→ **TASK INSTRUCTIONS**
Scan the entries below for the word "Alba". Copy out every line in which it occurs.
***** DATA PROVIDED
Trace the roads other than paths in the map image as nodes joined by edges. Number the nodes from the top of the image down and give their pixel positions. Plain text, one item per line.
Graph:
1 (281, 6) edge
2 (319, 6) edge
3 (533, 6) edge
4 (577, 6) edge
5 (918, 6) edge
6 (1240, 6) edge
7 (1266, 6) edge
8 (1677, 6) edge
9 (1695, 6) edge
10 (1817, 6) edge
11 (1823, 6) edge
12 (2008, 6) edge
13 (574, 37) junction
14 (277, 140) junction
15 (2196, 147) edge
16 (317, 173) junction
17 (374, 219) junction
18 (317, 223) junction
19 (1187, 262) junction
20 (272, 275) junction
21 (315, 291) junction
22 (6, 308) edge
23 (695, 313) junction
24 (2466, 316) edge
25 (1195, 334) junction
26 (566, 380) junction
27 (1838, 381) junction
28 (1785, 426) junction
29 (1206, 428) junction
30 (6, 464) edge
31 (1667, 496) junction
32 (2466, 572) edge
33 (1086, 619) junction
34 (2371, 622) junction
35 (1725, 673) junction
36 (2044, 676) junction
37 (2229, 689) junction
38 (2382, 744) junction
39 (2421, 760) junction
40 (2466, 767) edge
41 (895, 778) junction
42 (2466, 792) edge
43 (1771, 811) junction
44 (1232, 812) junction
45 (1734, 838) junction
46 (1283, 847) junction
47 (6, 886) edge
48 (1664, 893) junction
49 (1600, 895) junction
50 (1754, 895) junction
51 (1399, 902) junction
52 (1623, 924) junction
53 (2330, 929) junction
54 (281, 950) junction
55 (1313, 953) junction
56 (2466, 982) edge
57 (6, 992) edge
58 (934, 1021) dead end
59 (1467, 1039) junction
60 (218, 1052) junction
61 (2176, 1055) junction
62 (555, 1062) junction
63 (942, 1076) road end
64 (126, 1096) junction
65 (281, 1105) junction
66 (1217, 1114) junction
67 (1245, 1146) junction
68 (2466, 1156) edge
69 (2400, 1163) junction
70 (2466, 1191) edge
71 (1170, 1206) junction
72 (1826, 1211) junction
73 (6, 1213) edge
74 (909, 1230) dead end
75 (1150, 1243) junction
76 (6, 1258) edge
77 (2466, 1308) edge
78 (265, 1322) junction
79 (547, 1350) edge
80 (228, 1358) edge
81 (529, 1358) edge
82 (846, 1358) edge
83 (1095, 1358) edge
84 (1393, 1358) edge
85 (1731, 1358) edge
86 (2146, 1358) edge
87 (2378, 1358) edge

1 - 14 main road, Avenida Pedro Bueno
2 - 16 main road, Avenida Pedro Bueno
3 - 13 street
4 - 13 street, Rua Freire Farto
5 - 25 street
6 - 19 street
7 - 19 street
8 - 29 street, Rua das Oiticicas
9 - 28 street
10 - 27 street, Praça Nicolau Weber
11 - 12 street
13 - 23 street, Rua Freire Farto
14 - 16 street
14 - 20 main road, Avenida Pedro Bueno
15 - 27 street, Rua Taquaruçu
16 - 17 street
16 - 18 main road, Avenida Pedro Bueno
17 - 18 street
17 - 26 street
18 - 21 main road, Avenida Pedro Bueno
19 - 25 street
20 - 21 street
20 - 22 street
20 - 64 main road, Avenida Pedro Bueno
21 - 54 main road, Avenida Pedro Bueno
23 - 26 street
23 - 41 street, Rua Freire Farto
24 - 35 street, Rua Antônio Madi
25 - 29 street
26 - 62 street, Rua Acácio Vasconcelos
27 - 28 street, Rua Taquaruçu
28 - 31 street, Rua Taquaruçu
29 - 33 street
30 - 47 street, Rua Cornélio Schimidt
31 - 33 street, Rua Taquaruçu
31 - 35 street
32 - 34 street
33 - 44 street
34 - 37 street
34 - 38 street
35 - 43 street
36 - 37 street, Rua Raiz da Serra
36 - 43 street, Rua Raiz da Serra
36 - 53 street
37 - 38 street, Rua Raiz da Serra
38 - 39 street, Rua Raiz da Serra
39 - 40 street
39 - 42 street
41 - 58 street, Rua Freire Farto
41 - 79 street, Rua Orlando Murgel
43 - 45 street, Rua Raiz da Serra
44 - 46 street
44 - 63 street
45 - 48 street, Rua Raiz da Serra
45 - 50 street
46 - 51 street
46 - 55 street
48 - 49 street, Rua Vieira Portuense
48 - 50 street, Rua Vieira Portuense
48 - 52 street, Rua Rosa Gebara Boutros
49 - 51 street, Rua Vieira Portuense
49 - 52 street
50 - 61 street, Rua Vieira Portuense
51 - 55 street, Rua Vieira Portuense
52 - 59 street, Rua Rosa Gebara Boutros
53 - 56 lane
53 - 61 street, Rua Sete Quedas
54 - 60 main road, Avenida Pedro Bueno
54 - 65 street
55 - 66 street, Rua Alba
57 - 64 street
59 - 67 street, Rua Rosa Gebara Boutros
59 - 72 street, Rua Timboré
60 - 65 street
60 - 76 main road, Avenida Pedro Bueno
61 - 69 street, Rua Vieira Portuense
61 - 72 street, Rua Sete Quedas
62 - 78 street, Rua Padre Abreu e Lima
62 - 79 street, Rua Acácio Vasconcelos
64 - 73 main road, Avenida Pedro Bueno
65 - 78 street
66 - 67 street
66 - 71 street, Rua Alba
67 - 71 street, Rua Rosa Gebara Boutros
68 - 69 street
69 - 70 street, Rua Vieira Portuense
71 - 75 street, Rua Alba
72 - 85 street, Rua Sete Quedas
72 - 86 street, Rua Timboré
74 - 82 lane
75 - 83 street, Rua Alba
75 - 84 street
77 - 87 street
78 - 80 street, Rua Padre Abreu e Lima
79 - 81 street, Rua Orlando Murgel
**********
→ **ANSWER**
55 - 66 street, Rua Alba
66 - 71 street, Rua Alba
71 - 75 street, Rua Alba
75 - 83 street, Rua Alba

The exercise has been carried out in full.